Strasbourg is a beautiful city and was the most touristy of the cities I had visited so far. My favorite part of walking around the city was seeing the different bridges that connected the Grand Île to the rest of the city. The most scenic bridges were in the Quartier Allemand (English: German Quarter). Overall, the experience of walking through the city was like walking through a maze. Streets were curved and there were lots of squares and aesthetically pleasing houses. I also loved the trees near the river and how their leaves blended perfectly with the surrounding buildings. My favorite café was Le Café Potager, a corner place with delicious carrot cake. There were big tables with lots of seats and everyone was sharing. I felt like I was plugged into an energy source. There were people having conversations, people reading, people working on schoolwork, and people who were just there to enjoy the moment. Almost everyone was eating carrot cake, which was refreshing for me because carrot cake is one of my favorites. It was the perfect way to spend a few hours on a rainy late afternoon.

The Church

Cathédral Notre-Dame de Strasbourg (German: Liebfrauenmünster zu Strasbourg) is situated behind a row of shops and the Palais Rohan on the Place de la Cathedrale (German: Müensterplatz). It is an example of the Rayonnant form of French Gothic architecture. Some defining features of this style is the rose window and more windows in the clerestory, which is the uppermost level of the three levels that make up the walls in the interior nave. The Cologne Cathedral in Cologne is another example of this style.
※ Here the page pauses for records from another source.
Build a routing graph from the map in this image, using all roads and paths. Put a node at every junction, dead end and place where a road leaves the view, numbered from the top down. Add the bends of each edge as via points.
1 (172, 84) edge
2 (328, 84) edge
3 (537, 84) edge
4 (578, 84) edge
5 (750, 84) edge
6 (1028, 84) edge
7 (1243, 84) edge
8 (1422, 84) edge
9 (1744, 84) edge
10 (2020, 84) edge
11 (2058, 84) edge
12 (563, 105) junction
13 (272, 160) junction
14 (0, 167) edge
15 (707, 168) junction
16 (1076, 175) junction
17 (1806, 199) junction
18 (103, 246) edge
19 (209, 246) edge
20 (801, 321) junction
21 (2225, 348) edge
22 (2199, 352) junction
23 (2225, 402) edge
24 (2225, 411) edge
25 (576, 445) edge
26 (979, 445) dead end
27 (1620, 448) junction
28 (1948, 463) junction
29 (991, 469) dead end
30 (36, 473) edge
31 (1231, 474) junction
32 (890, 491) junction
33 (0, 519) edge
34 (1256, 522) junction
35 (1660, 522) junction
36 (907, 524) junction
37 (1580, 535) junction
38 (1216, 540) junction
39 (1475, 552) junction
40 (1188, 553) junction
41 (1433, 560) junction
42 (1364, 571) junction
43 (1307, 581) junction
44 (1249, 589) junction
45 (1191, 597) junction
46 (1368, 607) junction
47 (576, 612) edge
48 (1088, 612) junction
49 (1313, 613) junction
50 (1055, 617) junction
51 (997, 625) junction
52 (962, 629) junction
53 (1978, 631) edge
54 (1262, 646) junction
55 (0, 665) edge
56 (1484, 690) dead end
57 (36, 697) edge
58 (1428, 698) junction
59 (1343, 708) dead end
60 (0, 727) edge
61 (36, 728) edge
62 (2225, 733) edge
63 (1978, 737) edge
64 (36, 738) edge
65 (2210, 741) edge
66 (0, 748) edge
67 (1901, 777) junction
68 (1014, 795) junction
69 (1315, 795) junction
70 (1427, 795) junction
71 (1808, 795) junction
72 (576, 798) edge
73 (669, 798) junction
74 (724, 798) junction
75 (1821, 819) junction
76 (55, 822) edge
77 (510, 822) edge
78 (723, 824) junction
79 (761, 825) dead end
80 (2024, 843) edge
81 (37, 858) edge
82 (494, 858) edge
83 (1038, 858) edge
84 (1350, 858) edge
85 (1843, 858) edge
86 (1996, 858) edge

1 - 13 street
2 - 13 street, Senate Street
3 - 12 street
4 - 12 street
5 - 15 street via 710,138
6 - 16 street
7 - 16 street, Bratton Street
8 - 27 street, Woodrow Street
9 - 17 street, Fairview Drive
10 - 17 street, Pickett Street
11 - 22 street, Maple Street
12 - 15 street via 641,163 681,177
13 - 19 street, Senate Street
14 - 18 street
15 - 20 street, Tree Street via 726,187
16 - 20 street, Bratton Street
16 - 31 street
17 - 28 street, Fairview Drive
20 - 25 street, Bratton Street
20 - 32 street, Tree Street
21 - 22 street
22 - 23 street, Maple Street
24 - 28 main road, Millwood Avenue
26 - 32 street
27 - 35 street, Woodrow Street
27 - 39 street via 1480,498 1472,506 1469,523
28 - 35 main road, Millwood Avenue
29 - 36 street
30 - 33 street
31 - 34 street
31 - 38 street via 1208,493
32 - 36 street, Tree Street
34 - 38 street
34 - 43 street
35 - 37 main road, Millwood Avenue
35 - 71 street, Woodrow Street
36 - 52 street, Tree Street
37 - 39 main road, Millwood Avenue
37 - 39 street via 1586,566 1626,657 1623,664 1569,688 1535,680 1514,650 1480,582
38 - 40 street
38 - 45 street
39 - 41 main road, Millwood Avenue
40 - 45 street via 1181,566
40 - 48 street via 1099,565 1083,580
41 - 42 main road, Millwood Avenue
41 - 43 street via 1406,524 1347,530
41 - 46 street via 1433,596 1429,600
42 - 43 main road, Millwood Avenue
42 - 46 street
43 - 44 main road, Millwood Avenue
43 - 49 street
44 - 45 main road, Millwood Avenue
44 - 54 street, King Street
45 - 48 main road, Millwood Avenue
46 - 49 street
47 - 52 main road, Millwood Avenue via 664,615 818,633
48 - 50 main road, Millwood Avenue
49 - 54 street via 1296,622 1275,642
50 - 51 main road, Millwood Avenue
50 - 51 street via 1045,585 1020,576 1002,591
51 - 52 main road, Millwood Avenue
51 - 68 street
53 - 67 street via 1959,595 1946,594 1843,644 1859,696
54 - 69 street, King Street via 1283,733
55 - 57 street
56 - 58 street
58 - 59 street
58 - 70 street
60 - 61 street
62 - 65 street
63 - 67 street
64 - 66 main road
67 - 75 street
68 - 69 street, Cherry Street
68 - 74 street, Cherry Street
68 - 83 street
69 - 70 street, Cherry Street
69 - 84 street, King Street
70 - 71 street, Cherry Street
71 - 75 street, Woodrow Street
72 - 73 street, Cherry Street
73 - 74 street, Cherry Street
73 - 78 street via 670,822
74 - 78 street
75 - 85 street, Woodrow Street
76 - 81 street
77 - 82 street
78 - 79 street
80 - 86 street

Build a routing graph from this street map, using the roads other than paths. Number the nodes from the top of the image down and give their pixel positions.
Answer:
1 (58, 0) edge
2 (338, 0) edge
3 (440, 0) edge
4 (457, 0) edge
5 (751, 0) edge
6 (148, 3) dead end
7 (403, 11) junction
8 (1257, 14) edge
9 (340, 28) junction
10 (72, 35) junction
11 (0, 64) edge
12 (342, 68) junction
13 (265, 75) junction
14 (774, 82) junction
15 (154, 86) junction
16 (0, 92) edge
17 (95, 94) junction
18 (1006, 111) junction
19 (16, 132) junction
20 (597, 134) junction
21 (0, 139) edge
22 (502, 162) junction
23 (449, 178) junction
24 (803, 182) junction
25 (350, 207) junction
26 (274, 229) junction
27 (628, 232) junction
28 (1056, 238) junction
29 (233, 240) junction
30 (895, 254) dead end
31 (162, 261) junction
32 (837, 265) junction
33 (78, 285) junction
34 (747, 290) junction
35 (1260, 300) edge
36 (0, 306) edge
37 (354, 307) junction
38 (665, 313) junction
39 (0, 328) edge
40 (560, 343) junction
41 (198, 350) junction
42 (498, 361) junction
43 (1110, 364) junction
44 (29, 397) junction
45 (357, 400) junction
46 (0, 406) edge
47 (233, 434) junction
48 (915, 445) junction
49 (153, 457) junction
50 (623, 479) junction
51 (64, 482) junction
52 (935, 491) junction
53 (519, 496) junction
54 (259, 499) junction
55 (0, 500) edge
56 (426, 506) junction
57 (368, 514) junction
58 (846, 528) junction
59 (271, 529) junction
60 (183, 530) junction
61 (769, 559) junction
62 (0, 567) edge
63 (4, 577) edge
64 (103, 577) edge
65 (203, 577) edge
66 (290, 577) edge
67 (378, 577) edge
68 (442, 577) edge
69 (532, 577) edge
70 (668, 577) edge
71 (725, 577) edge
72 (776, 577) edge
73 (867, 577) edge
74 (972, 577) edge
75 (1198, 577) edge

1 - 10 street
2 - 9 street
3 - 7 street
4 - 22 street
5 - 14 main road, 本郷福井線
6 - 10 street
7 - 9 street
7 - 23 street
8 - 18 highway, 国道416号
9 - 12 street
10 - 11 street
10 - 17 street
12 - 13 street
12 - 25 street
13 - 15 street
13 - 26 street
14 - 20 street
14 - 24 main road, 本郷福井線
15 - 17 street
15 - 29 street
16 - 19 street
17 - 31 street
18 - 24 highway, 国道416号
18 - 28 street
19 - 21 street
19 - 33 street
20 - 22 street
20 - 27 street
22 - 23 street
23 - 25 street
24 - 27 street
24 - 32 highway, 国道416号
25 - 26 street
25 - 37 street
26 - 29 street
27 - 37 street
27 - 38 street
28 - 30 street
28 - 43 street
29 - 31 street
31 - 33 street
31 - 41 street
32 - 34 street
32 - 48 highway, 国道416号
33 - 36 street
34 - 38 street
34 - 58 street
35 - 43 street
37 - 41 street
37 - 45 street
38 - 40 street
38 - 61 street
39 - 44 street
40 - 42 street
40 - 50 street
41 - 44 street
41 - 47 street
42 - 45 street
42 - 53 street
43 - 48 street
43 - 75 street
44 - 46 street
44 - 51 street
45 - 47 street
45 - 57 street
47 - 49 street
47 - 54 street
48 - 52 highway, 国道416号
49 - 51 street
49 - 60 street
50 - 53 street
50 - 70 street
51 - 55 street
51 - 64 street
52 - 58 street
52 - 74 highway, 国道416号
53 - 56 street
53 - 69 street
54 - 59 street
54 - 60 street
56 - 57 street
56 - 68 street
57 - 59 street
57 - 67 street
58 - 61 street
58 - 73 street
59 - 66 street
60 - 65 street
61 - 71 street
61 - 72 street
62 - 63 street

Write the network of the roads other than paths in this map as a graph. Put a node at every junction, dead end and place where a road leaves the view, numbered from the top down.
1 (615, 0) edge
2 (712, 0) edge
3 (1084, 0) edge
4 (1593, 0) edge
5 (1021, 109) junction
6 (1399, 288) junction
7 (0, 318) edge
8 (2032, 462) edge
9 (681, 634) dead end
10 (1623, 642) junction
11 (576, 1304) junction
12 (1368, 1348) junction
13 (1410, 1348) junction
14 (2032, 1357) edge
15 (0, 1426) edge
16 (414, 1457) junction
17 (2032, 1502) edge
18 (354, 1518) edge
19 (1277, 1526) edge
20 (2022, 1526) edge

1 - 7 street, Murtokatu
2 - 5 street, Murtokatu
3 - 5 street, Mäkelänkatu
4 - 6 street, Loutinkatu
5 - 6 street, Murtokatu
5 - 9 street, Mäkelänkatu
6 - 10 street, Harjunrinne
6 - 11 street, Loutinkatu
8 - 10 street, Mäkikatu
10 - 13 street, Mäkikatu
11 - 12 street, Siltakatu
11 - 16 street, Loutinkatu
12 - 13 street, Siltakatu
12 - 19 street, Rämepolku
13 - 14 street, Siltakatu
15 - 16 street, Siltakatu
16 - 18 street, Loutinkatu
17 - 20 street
One of the most noticeable features of the Strasbourg cathedral is the seemingly “missing” second spire on the western end. The one spire that is in place soars to the heavens. The level of detail on the façade and the sheer size of the cathedral is almost too much for the eye to take in all at once. That was most likely the desired effect. And with all the external stimuli we are confronted with in our current environment, the fact that this thousand-year-old building can still humble its visitors is a testament to the awesome powers imbued in its design. It is no wonder that Victor Hugo described the cathedral a “gigantic and delicate marvel”.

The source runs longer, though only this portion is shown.